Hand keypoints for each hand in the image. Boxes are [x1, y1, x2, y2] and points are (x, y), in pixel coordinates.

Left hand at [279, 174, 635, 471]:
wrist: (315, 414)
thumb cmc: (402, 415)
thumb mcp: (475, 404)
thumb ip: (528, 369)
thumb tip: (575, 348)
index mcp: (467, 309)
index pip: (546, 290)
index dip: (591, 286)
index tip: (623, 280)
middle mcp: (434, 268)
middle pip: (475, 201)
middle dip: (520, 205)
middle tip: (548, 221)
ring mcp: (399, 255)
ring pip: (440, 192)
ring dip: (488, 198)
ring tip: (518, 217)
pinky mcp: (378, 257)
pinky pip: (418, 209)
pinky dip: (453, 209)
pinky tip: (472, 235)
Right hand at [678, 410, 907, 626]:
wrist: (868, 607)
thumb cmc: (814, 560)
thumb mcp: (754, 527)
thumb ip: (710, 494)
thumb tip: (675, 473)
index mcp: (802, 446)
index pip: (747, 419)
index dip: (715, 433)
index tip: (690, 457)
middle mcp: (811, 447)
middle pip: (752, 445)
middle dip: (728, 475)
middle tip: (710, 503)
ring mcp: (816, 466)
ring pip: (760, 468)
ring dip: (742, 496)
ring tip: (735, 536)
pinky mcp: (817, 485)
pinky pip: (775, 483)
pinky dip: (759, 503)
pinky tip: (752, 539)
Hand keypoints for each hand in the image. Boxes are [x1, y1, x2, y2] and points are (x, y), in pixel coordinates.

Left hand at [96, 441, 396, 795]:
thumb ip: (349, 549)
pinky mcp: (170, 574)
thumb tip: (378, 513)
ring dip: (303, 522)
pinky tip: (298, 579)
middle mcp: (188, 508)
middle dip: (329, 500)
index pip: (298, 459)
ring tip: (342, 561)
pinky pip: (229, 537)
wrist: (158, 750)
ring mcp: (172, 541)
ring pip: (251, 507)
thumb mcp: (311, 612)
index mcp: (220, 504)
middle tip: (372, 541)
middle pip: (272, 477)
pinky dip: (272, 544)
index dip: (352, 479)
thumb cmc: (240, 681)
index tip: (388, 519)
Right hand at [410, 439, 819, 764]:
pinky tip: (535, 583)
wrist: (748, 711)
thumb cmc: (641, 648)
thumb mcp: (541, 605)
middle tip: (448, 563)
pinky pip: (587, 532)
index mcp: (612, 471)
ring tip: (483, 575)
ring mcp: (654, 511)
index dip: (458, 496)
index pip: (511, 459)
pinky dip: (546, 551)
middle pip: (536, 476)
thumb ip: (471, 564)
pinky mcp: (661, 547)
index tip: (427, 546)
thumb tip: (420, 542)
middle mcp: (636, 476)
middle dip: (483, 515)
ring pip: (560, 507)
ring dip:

========

Work item
Only those lines of the entries above that run from the line containing "index pip: (747, 419)" to the line containing "pinky pip: (587, 532)", both included, should be transcribed exactly.

Expected answer
index pip: (747, 419)
index dip: (715, 433)
index tip: (690, 457)
middle mcp: (811, 447)
middle pip: (752, 445)
middle dip: (728, 475)
middle tip: (710, 503)
ring mcp: (816, 466)
ring pip: (760, 468)
ring dip: (742, 496)
ring tip: (735, 536)
pinky mcp: (817, 485)
pinky pip: (775, 483)
pinky dip: (759, 503)
pinky tip: (752, 539)
Hand keypoints for each hand in the image. Boxes are [x1, y1, x2, y2] and points are (x, y), in pixel coordinates.

Left hand at [96, 441, 396, 795]:
thumb ip: (349, 549)
pinky mcp: (170, 574)
thumb tip: (378, 513)
ring dip: (303, 522)
pinky tip: (298, 579)
middle mcp: (188, 508)
middle dip: (329, 500)
index pip: (298, 459)
ring tip: (342, 561)
pinky pip: (229, 537)
wrist: (158, 750)
ring mcp: (172, 541)
ring pip: (251, 507)
thumb mcp: (311, 612)
index mcp: (220, 504)
middle tip: (372, 541)
middle pip: (272, 477)
pinky dip: (272, 544)
index dip: (352, 479)
thumb cmc: (240, 681)
index tip: (388, 519)
Right hand at [410, 439, 819, 764]:
pinky tip: (535, 583)
wrist: (748, 711)
thumb cmc: (641, 648)
thumb mcp: (541, 605)
middle tip: (448, 563)
pinky pip: (587, 532)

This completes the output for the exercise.